In May of 1995, I found myself standing with my father, a Polish Jew who had lost his entire birth family in the Holocaust, at the threshold of the worst place in the world. We had travelled to northern Austria, along with thousands of others, for the fiftieth anniversary of the liberation of the Mauthausen concentration camp, a place he knew only too well. A chartered bus had let us off in what once was a quarry. Prisoners—starving, brutalized, and freezing—had been made to carry rocks up this path, the very path we were walking. If they failed, they were made to run to the camp fence and summarily shot.
At the top of the quarry path, an old man wearing a prisoner’s uniform that was half a century old wept openly as prayers for the dead were recited in Hebrew. We looked into a barracks where Jewish prisoners had been crammed into bunk beds—two to a narrow mattress. We walked through an exhibit of Nazi camp records with lists of prisoners classified as Jewish, Gypsy, homosexual, criminal, or prisoner-of-war. We passed fresh flowers that had been placed on barbed wire as memorials to the dead.
At a small underground bunker, my father stopped short. “Oh! This was the worst place in the camp,” he said. “When they wanted to finish someone, they brought them here.” Steel rings were fixed to the wall, where prisoners had been secured and tortured to death. We walked down the steps and joined the crowd, which pressed in thickly on all sides. Murmurs in German, English, Polish, and Yiddish reverberated off the stone walls.
“Did they ever take you down there?” I asked my father. His laugh was short and sharp, a mixture of relief and pain. “Of course not,” he said. “I wouldn’t have come back.”
After ascending from the bunker, I was oddly relieved. I had needed to know I wasn’t alone in my quest, and now I had allies—Poles and Germans, Australians and Americans, Jews and Gentiles—who had cared enough to attend the commemoration at Mauthausen, who also had needed to be there.
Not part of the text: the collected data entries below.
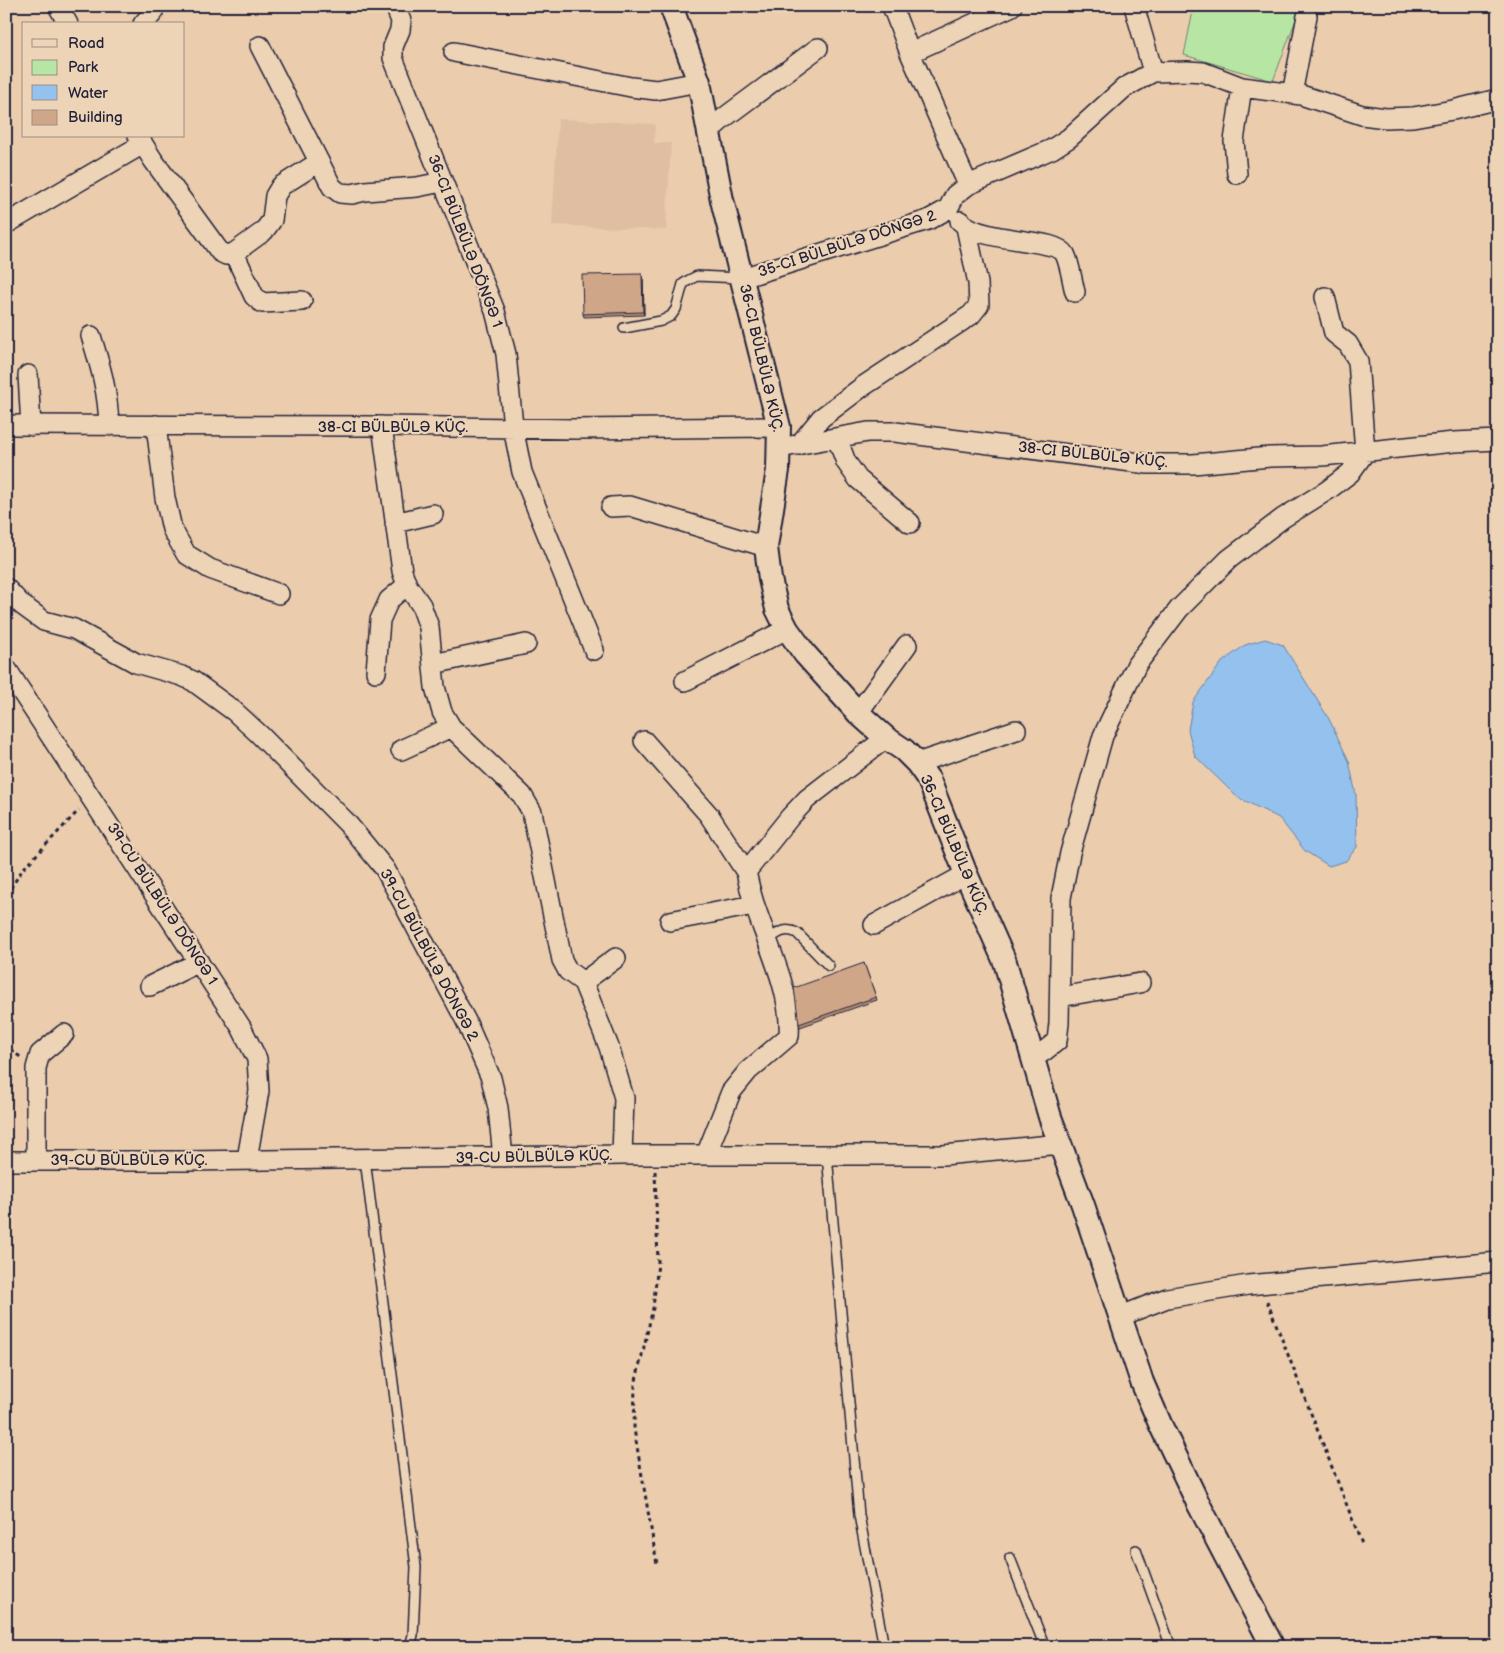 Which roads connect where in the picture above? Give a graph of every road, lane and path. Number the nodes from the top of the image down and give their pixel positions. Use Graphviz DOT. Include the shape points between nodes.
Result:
graph roads {
  1 [pos="58,6"];
  2 [pos="395,6"];
  3 [pos="672,6"];
  4 [pos="892,6"];
  5 [pos="1012,6"];
  6 [pos="1134,6"];
  7 [pos="1307,16"];
  8 [pos="67,22"];
  9 [pos="260,46"];
  10 [pos="818,48"];
  11 [pos="454,52"];
  12 [pos="910,53"];
  13 [pos="1154,72"];
  14 [pos="699,82"];
  15 [pos="1242,87"];
  16 [pos="1292,94"];
  17 [pos="1498,99"];
  18 [pos="709,131"];
  19 [pos="140,140"];
  20 [pos="319,162"];
  21 [pos="1237,174"];
  22 [pos="442,182"];
  23 [pos="968,185"];
  24 [pos="948,209"];
  25 [pos="6,224"];
  26 [pos="966,227"];
  27 [pos="234,253"];
  28 [pos="742,278"];
  29 [pos="1075,292"];
  30 [pos="1325,297"];
  31 [pos="302,301"];
  32 [pos="624,328"];
  33 [pos="91,336"];
  34 [pos="28,375"];
  35 [pos="6,425"];
  36 [pos="156,425"];
  37 [pos="31,426"];
  38 [pos="109,426"];
  39 [pos="382,426"];
  40 [pos="513,427"];
  41 [pos="837,438"];
  42 [pos="786,440"];
  43 [pos="1498,440"];
  44 [pos="1364,452"];
  45 [pos="611,507"];
  46 [pos="433,514"];
  47 [pos="396,523"];
  48 [pos="910,523"];
  49 [pos="766,547"];
  50 [pos="407,585"];
  51 [pos="6,588"];
  52 [pos="279,594"];
  53 [pos="787,629"];
  54 [pos="526,644"];
  55 [pos="907,645"];
  56 [pos="594,650"];
  57 [pos="433,664"];
  58 [pos="6,668"];
  59 [pos="376,672"];
  60 [pos="685,681"];
  61 [pos="858,713"];
  62 [pos="451,727"];
  63 [pos="1016,730"];
  64 [pos="886,738"];
  65 [pos="644,741"];
  66 [pos="401,750"];
  67 [pos="917,762"];
  68 [pos="92,797"];
  69 [pos="746,872"];
  70 [pos="966,874"];
  71 [pos="6,895"];
  72 [pos="754,905"];
  73 [pos="670,921"];
  74 [pos="874,925"];
  75 [pos="768,940"];
  76 [pos="616,958"];
  77 [pos="199,962"];
  78 [pos="829,966"];
  79 [pos="583,982"];
  80 [pos="1140,983"];
  81 [pos="150,986"];
  82 [pos="1060,997"];
  83 [pos="64,1034"];
  84 [pos="1034,1057"];
  85 [pos="1061,1144"];
  86 [pos="622,1155"];
  87 [pos="706,1155"];
  88 [pos="827,1155"];
  89 [pos="654,1156"];
  90 [pos="503,1157"];
  91 [pos="247,1159"];
  92 [pos="365,1159"];
  93 [pos="6,1161"];
  94 [pos="36,1161"];
  95 [pos="1498,1262"];
  96 [pos="1260,1284"];
  97 [pos="1121,1316"];
  98 [pos="1362,1544"];
  99 [pos="1136,1550"];
  100 [pos="1010,1558"];
  101 [pos="657,1564"];
  102 [pos="410,1647"];
  103 [pos="884,1647"];
  104 [pos="1045,1647"];
  105 [pos="1171,1647"];
  106 [pos="1272,1647"];
  1 -- 8 [label="street"];
  2 -- 22 [label="street" via="401,21 393,58"];
  3 -- 14 [label="street"];
  4 -- 12 [label="street"];
  5 -- 12 [label="street"];
  6 -- 13 [label="street"];
  7 -- 16 [label="street"];
  9 -- 20 [label="street"];
  10 -- 18 [label="street"];
  11 -- 14 [label="street" via="631,87 656,90"];
  12 -- 23 [label="street"];
  13 -- 15 [label="street, 35-CI BÜLBÜLƏ DÖNGƏ 2" via="1203,72"];
  13 -- 23 [label="street, 35-CI BÜLBÜLƏ DÖNGƏ 2" via="1124,88 1069,138"];
  14 -- 18 [label="street"];
  15 -- 16 [label="street, 35-CI BÜLBÜLƏ DÖNGƏ 2"];
  15 -- 21 [label="street" via="1234,141"];
  16 -- 17 [label="street, 35-CI BÜLBÜLƏ DÖNGƏ 2" via="1362,115 1386,118 1453,110"];
  18 -- 28 [label="street"];
  19 -- 25 [label="street"];
  19 -- 27 [label="street" via="220,252 226,255"];
  20 -- 22 [label="street" via="332,187 340,193"];
  20 -- 27 [label="street" via="281,186 275,196 272,220 264,231"];
  22 -- 40 [label="street" via="495,310 506,354"];
  23 -- 24 [label="street, 35-CI BÜLBÜLƏ DÖNGƏ 2" via="955,195"];
  24 -- 26 [label="street"];
  24 -- 28 [label="street, 35-CI BÜLBÜLƏ DÖNGƏ 2" via="928,220"];
  26 -- 29 [label="street" via="991,236 1053,245 1064,253"];
  26 -- 42 [label="street" via="978,283 979,306 971,315"];
  27 -- 31 [label="street" via="254,296 262,303"];
  28 -- 32 [label="lane" via="697,276 683,284 676,310 670,316 661,321"];
  28 -- 42 [label="street"];
  30 -- 44 [label="street" via="1334,333 1348,344 1358,361"];
  33 -- 38 [label="street" via="105,382"];
  34 -- 37 [label="street"];
  35 -- 37 [label="street, 38-CI BÜLBÜLƏ KÜÇ."];
  36 -- 38 [label="street, 38-CI BÜLBÜLƏ KÜÇ."];
  36 -- 39 [label="street, 38-CI BÜLBÜLƏ KÜÇ."];
  36 -- 52 [label="street" via="172,529 186,554 210,568"];
  37 -- 38 [label="street, 38-CI BÜLBÜLƏ KÜÇ."];
  39 -- 40 [label="street, 38-CI BÜLBÜLƏ KÜÇ."];
  39 -- 47 [label="street"];
  40 -- 42 [label="street, 38-CI BÜLBÜLƏ KÜÇ."];
  40 -- 56 [label="street" via="522,472"];
  41 -- 42 [label="street, 38-CI BÜLBÜLƏ KÜÇ."];
  41 -- 44 [label="street, 38-CI BÜLBÜLƏ KÜÇ." via="868,432 895,432 1148,464"];
  41 -- 48 [label="street" via="846,462 858,479"];
  42 -- 49 [label="street"];
  43 -- 44 [label="street, 38-CI BÜLBÜLƏ KÜÇ."];
  44 -- 82 [label="street" via="1350,473 1283,518 1229,560 1179,608 1137,664 1103,736 1070,853 1061,898"];
  45 -- 49 [label="street" via="630,506"];
  46 -- 47 [label="street"];
  47 -- 50 [label="street"];
  49 -- 53 [label="street" via="777,609"];
  50 -- 57 [label="street" via="421,604 429,627"];
  50 -- 59 [label="street" via="389,600 380,620"];
  51 -- 90 [label="street, 39-CU BÜLBÜLƏ DÖNGƏ 2" via="44,621 74,629 136,663 193,681 260,734 347,823 385,869 466,1020 491,1078"];
  53 -- 60 [label="street"];
  53 -- 61 [label="street"];
  54 -- 57 [label="street"];
  55 -- 61 [label="street"];
  57 -- 62 [label="street" via="442,712"];
  58 -- 68 [label="street, 39-CU BÜLBÜLƏ DÖNGƏ 1"];
  61 -- 64 [label="street"];
  62 -- 66 [label="street"];
  62 -- 79 [label="street" via="522,795 532,812 562,960 568,971"];
  63 -- 67 [label="street"];
  64 -- 67 [label="street"];
  64 -- 69 [label="street" via="807,799"];
  65 -- 69 [label="street" via="709,815"];
  67 -- 70 [label="street" via="929,780"];
  68 -- 71 [label="path" via="23,869"];
  68 -- 77 [label="street, 39-CU BÜLBÜLƏ DÖNGƏ 1"];
  69 -- 72 [label="street"];
  70 -- 74 [label="street"];
  70 -- 84 [label="street" via="1005,962"];
  72 -- 73 [label="street"];
  72 -- 75 [label="street"];
  75 -- 78 [label="lane" via="782,931 791,930"];
  75 -- 87 [label="street" via="786,996 789,1036 748,1071 731,1092"];
  76 -- 79 [label="street"];
  77 -- 81 [label="street"];
  77 -- 91 [label="street, 39-CU BÜLBÜLƏ DÖNGƏ 1" via="241,1027 257,1059 259,1091"];
  79 -- 86 [label="street" via="609,1047 624,1098"];
  80 -- 82 [label="street"];
  82 -- 84 [label="street" via="1057,1041"];
  83 -- 94 [label="street" via="40,1054 36,1068"];
  84 -- 85 [label="street" via="1050,1117"];
  85 -- 88 [label="street, 39-CU BÜLBÜLƏ KÜÇ." via="943,1155"];
  85 -- 97 [label="street"];
  86 -- 89 [label="street, 39-CU BÜLBÜLƏ KÜÇ."];
  86 -- 90 [label="street, 39-CU BÜLBÜLƏ KÜÇ."];
  87 -- 88 [label="street, 39-CU BÜLBÜLƏ KÜÇ."];
  87 -- 89 [label="street, 39-CU BÜLBÜLƏ KÜÇ."];
  88 -- 103 [label="lane" via="859,1515"];
  89 -- 101 [label="path" via="658,1262 653,1308 635,1385 634,1429"];
  90 -- 92 [label="street, 39-CU BÜLBÜLƏ KÜÇ."];
  91 -- 92 [label="street, 39-CU BÜLBÜLƏ KÜÇ."];
  91 -- 94 [label="street, 39-CU BÜLBÜLƏ KÜÇ."];
  92 -- 102 [label="lane" via="416,1567"];
  93 -- 94 [label="street, 39-CU BÜLBÜLƏ KÜÇ."];
  95 -- 96 [label="street"];
  96 -- 97 [label="street" via="1167,1298"];
  96 -- 98 [label="path"];
  97 -- 106 [label="street" via="1142,1382 1161,1426"];
  99 -- 105 [label="lane"];
  100 -- 104 [label="lane"];
}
Coming to terms with both the inner and outer implications of such an experience hasn’t been easy. I’ve had to face the fact that the human potential for violence, for flat-out sadism, is unlimited, that, as the poet and activist Carolyn Forché put it, “there is nothing one man will not do to another.”
Yet there were people who had given their lives to help others survive. There was the Italian woman who had sheltered my maternal great-uncle from the Nazis, only to be denounced and executed. And the Volksdeutschers, ethnic Germans residing in Poland, who had risked death to hide my father’s cousins.
What I found when I pushed through my resistance to facing the horror was barbed wire and flowers, resplendent beauty laid upon tortured flesh, arising after arising, gorgeous, sickening, and inexplicable, and the renewed strength to simply stay and witness it.
Through meditation, I have learned about my own walls, the ones I built myself. I saw how I projected my worst qualities onto others. I saw how I unconsciously incorporated into my personality the entire sadistic drama, how I used negative self-talk to continually shoot down my most vulnerable tendencies.
We all have our own worst place in the world. It might be an actual place, a site of trauma. It might be a recess in the mind that we have spent a lifetime fleeing. Whatever its shape, its particular sound or smell, if we are to awaken, we have no choice but to make the descent and face the shadow that bedevils us. I am lucky that I was able to make this descent in such good and vivid company. I am grateful to those who, then and now, refused to turn away from the stark violence that racial and religious prejudice can inflict. Most of all, I am grateful to my meditation practice for giving me the fortitude to look squarely at the shadow that walked behind me that whole time.